Cosa prova un medico che ha studiato per salvare vite davanti ad un’accusa di duplice omicidio, per giunta volontario?

«Non ci crede. È assurdo. Studiamo anni per strappare le persone alla morte e facciamo di tutto per riuscirci. Soprattutto chi come me è specializzato nella medicina di emergenza. Solo una persona che non conosce la nostra professione può ipotizzare un’accusa come quella contro la quale mi sono dovuto misurare».

Ha mai temuto di non riuscire a dimostrare la sua innocenza?

«Sì. Quando mi sono presentato per l’interrogatorio di garanzia con i miei avvocati Elena Frigo e Michele Bontempi per spiegare che avevano preso un abbaglio. Avevo dimostrato che il cestino nel quale gli infermieri che mi accusavano avevano fotografato le fiale di Succinilcolina e Propofol era stato manomesso, che quei due farmaci non potevano essere li e che nessuno avrebbe potuto fotografarli li dentro. Ero convinto di riuscire a chiudere tutto in quell’occasione, invece non è stato così».

È stato diciotto mesi agli arresti domiciliari. Che ricordo ne ha?

«Terribile. Un longcovid, lunghissimo. Senza contatti con nessuno. A misurarmi con un’accusa assurda, pesantissima. Tutto da solo con mio papà. Una sofferenza terribile».

Oltre ad assolverla la Corte d’assise di primo grado ha mandato gli atti alla procura perché indaghi per calunnia i due infermieri che avevano prodotto le foto di quel cestino e l’avevano accusata del duplice omicidio. I giudici hanno ipotizzato un complotto a suo danno. Lei si è mai chiesto perché se la presero con lei?

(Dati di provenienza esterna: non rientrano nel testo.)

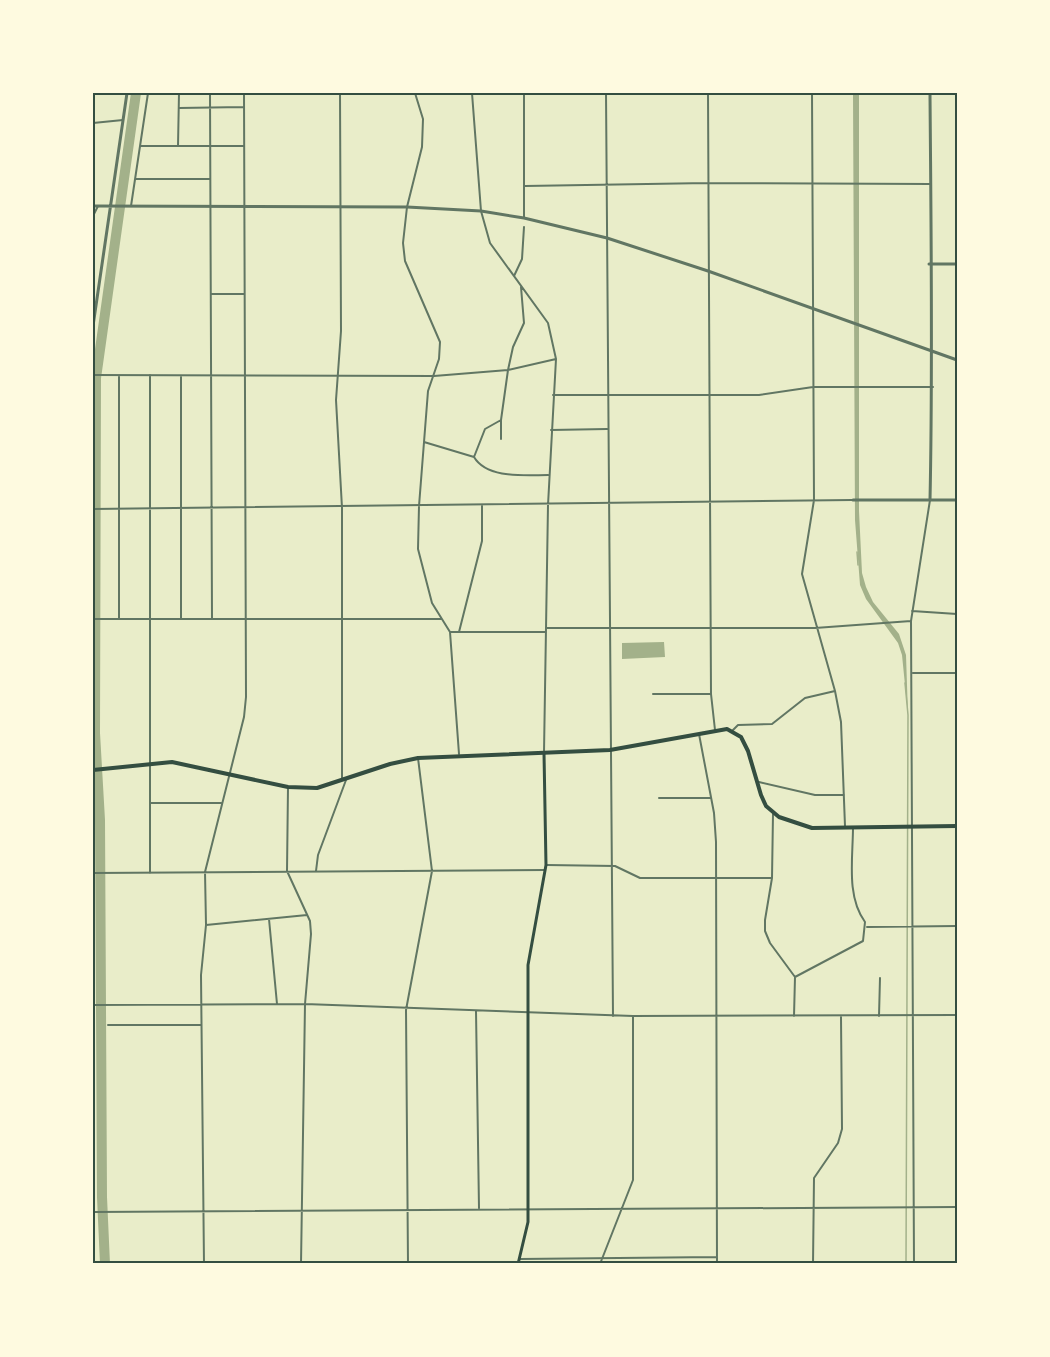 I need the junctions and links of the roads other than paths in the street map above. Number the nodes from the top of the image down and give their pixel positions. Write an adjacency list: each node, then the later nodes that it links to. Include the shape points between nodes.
1 (127, 93): 17 (street)
2 (148, 93): 19 (street)
3 (179, 93): 16 (street)
4 (210, 93): 14 (street)
5 (244, 93): 15 (street)
6 (340, 93): 35 (street)
7 (415, 93): 36 (street, via 423,119 422,147)
8 (472, 93): 37 (street)
9 (524, 93): 28 (street)
10 (606, 93): 29 (street)
11 (708, 93): 25 (street)
12 (812, 93): 27 (street)
13 (930, 93): 26 (street)
14 (210, 107): 15 (street); 16 (street); 21 (street)
15 (244, 107): 22 (street)
16 (178, 108): 20 (street)
17 (123, 120): 18 (street); 31 (street)
18 (93, 123)
19 (140, 146): 20 (street); 23 (street)
20 (178, 146): 21 (street)
21 (211, 146): 22 (street); 24 (street)
22 (244, 146): 34 (street)
23 (135, 179): 24 (street); 32 (street)
24 (211, 179): 33 (street)
25 (708, 183): 27 (street); 29 (street); 44 (street)
26 (930, 184): 27 (street); 42 (street)
27 (813, 185): 50 (street)
28 (525, 186): 29 (street); 39 (street)
29 (606, 186): 41 (street)
30 (95, 206): 31 (street); 38 (street)
31 (111, 206): 32 (street); 49 (street)
32 (130, 207): 33 (street)
33 (211, 207): 34 (street); 47 (street)
34 (244, 207): 35 (street); 48 (street)
35 (340, 207): 36 (street); 62 (street, via 341,331)
36 (407, 207): 37 (street); 63 (street, via 405,261 440,342)
37 (481, 211): 39 (street); 45 (street, via 490,243)
38 (93, 216)
39 (524, 218): 41 (street)
40 (524, 227): 45 (street, via 522,259)
41 (607, 238): 44 (street); 67 (street)
42 (929, 264): 43 (street); 52 (street)
43 (957, 264)
44 (708, 271): 50 (street); 68 (street)
45 (514, 276): 46 (street)
46 (521, 287): 53 (street, via 548,323); 55 (street, via 524,323)
47 (211, 294): 48 (street); 60 (street)
48 (244, 294): 61 (street)
49 (95, 296): 51 (street)
50 (814, 310): 52 (street); 64 (street)
51 (93, 326)
52 (933, 351): 54 (street); 65 (street)
53 (556, 359): 55 (street); 66 (street)
54 (957, 360)
55 (508, 370): 63 (street); 69 (street)
56 (93, 375): 57 (street)
57 (119, 375): 58 (street); 87 (street)
58 (150, 375): 59 (street); 88 (street)
59 (181, 375): 60 (street); 89 (street)
60 (211, 375): 61 (street); 90 (street)
61 (244, 375): 62 (street); 91 (street)
62 (337, 375): 63 (street); 85 (street)
63 (434, 376): 73 (street, via 428,391)
64 (813, 387): 65 (street); 68 (street, via 759,395); 76 (street)
65 (933, 387): 78 (street)
66 (553, 396): 67 (street); 71 (street)
67 (607, 396): 68 (street); 70 (street)
68 (710, 396): 80 (street)
69 (501, 420): 72 (street); 74 (street, via 485,429)
70 (607, 429): 71 (street); 81 (street)
71 (552, 430): 75 (street)
72 (501, 439)
73 (424, 442): 74 (street); 84 (street)
74 (474, 457): 75 (street, via 479,465 508,475)
75 (549, 476): 83 (street)
76 (814, 500): 77 (street); 80 (street); 104 (street, via 802,574)
77 (853, 500): 78 (street)
78 (930, 500): 79 (street); 92 (street)
79 (957, 500)
80 (709, 501): 81 (street); 103 (street)
81 (608, 502): 83 (street); 105 (street)
82 (482, 505): 83 (street); 84 (street); 108 (street, via 482,541)
83 (548, 505): 106 (street)
84 (419, 506): 85 (street); 100 (street, via 418,549 432,603)
85 (342, 508): 91 (street); 99 (street)
86 (93, 509): 87 (street)
87 (119, 509): 88 (street); 95 (street)
88 (150, 509): 89 (street); 101 (street)
89 (181, 509): 90 (street); 96 (street)
90 (212, 509): 91 (street); 97 (street)
91 (245, 509): 98 (street)
92 (912, 611): 93 (street); 102 (street)
93 (957, 614)
94 (93, 619): 95 (street)
95 (119, 619): 101 (street)
96 (181, 619): 97 (street); 101 (street)
97 (212, 619): 98 (street)
98 (245, 619): 99 (street); 123 (street, via 244,717)
99 (342, 619): 100 (street); 124 (street)
100 (442, 619): 107 (street)
101 (149, 620): 121 (street)
102 (911, 621): 104 (street); 109 (street)
103 (711, 628): 104 (street); 105 (street); 113 (street)
104 (815, 628): 111 (street)
105 (609, 629): 106 (street); 117 (street)
106 (546, 630): 108 (street); 118 (street)
107 (450, 632): 108 (street); 119 (street)
108 (459, 632)
109 (913, 673): 110 (street); 135 (street)
110 (957, 673)
111 (835, 691): 115 (street, via 806,698 772,724 738,725); 127 (street, via 841,722)
112 (653, 694): 113 (street)
113 (711, 694): 114 (street)
114 (715, 730): 115 (main road); 116 (main road)
115 (733, 730): 125 (main road, via 741,736 748,751)
116 (699, 733): 117 (main road); 129 (street)
117 (610, 750): 118 (main road); 138 (street)
118 (544, 752): 119 (main road); 137 (main road)
119 (459, 754): 120 (main road)
120 (418, 758): 124 (main road); 142 (street)
121 (150, 763): 122 (main road); 123 (main road, via 194,765); 130 (street)
122 (93, 770)
123 (228, 775): 126 (main road); 131 (street)
124 (344, 781): 126 (main road, via 317,788); 141 (street)
125 (757, 782): 127 (street, via 815,795); 132 (main road, via 760,795)
126 (288, 787): 140 (street)
127 (844, 795): 133 (street)
128 (658, 798): 129 (street)
129 (711, 798): 146 (street)
130 (150, 803): 131 (street); 145 (street)
131 (221, 803): 143 (street)
132 (773, 814): 133 (main road, via 812,828); 147 (street)
133 (845, 826): 134 (main road)
134 (853, 826): 135 (main road); 153 (street, via 853,892 856,910)
135 (914, 826): 136 (main road); 151 (street)
136 (957, 826)
137 (546, 865): 138 (street); 139 (main road)
138 (611, 866): 146 (street, via 640,878); 165 (street)
139 (545, 870): 142 (street); 162 (main road, via 528,965)
140 (287, 871): 141 (street); 143 (street); 148 (street)
141 (316, 871): 142 (street)
142 (432, 871): 160 (street)
143 (205, 872): 145 (street); 150 (street)
144 (93, 873): 145 (street)
145 (150, 873)
146 (716, 878): 147 (street); 167 (street)
147 (772, 878): 154 (street, via 765,931)
148 (307, 915): 149 (street); 157 (street, via 311,934)
149 (269, 919): 150 (street); 156 (street)
150 (206, 925): 159 (street)
151 (914, 926): 152 (street); 153 (street); 163 (street)
152 (957, 926)
153 (866, 927): 154 (street, via 863,941)
154 (795, 977): 168 (street)
155 (880, 978): 170 (street)
156 (277, 1004): 157 (street); 159 (street)
157 (305, 1004): 160 (street); 180 (street)
158 (93, 1005): 159 (street)
159 (201, 1005): 172 (street)
160 (406, 1010): 161 (street); 181 (street)
161 (476, 1011): 162 (street); 176 (street)
162 (528, 1011): 165 (street); 177 (main road)
163 (915, 1015): 164 (street); 170 (street); 174 (street)
164 (957, 1015)
165 (613, 1016): 166 (street)
166 (633, 1016): 167 (street); 178 (street, via 633,1180)
167 (716, 1016): 168 (street); 179 (street)
168 (794, 1016): 169 (street)
169 (840, 1016): 170 (street); 173 (street, via 842,1129 838,1143 814,1178)
170 (879, 1016)
171 (108, 1024): 172 (street)
172 (201, 1025): 182 (street)
173 (813, 1206): 174 (street); 179 (street); 195 (street)
174 (913, 1207): 175 (street); 196 (street)
175 (957, 1207)
176 (479, 1208): 177 (street); 181 (street)
177 (529, 1208): 178 (street); 186 (main road)
178 (622, 1208): 179 (street); 187 (street)
179 (717, 1208): 184 (street)
180 (301, 1210): 181 (street); 182 (street); 189 (street)
181 (408, 1210): 190 (street)
182 (204, 1211): 183 (street); 188 (street)
183 (93, 1212)
184 (717, 1257): 185 (street); 194 (street)
185 (635, 1258): 187 (street); 193 (street)
186 (520, 1259): 187 (street); 191 (main road)
187 (602, 1259): 192 (street)
188 (204, 1264)
189 (301, 1264)
190 (408, 1264)
191 (518, 1264)
192 (600, 1264)
193 (635, 1264)
194 (717, 1264)
195 (813, 1264)
196 (914, 1264) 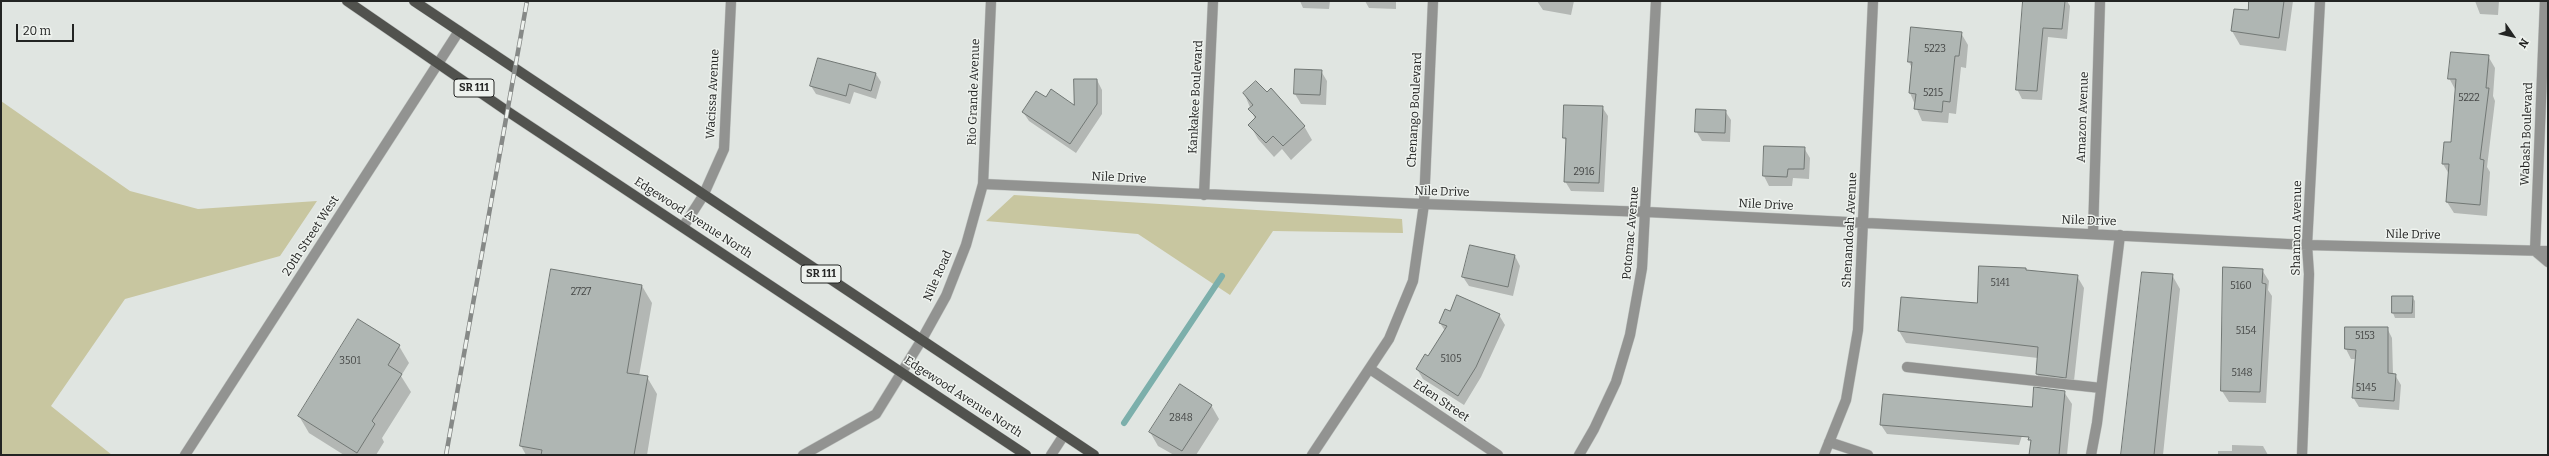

«Un sacco di volte e non mi sono mai dato una risposta accettabile. Diciamo che anche loro si erano trovati in una situazione drammatica, a Montichiari non erano abituati ad avere a che fare con persone che morivano in pronto soccorso. Diciamo che erano spaesati. Certo non giustifica quello che hanno fatto».

Spera che siano condannati?

«No. Mi interessa solo che siano processati. Che anche loro vadano davanti ai giudici e si ritrovino davanti ad un Tribunale. A difendersi. Mi piacerebbe che anche loro provassero quello che ho provato io».

I giudici hanno parlato anche di forzature colpevoliste nei suoi confronti dei consulenti dell’accusa, si tratta di medici, di suoi colleghi. Cos’ha provato?

«Incredulità. I miei avvocati hanno dovuto tenermi fermo al banco, quando ho sentito il consulente del pm dire che il Paletti (uno dei due pazienti per l’accusa uccisi da Mosca, ndr) non aveva le piaghe sulla schiena, ma che non aveva tolto il suo cadavere dalla bara in sede di esame autoptico e non l’aveva nemmeno girato pancia sotto. Ma questa è una sola delle affermazioni allucinanti che sono state fatte in quell’aula. Da medici. Da professionisti. Roba da non credere».

Diceva lo scrittore il merito del passato è di essere passato...

«Sono abituato a guardare avanti, diciamo che la mia è una deformazione professionale. Però i miei tre anni non me li ridarà più nessuno».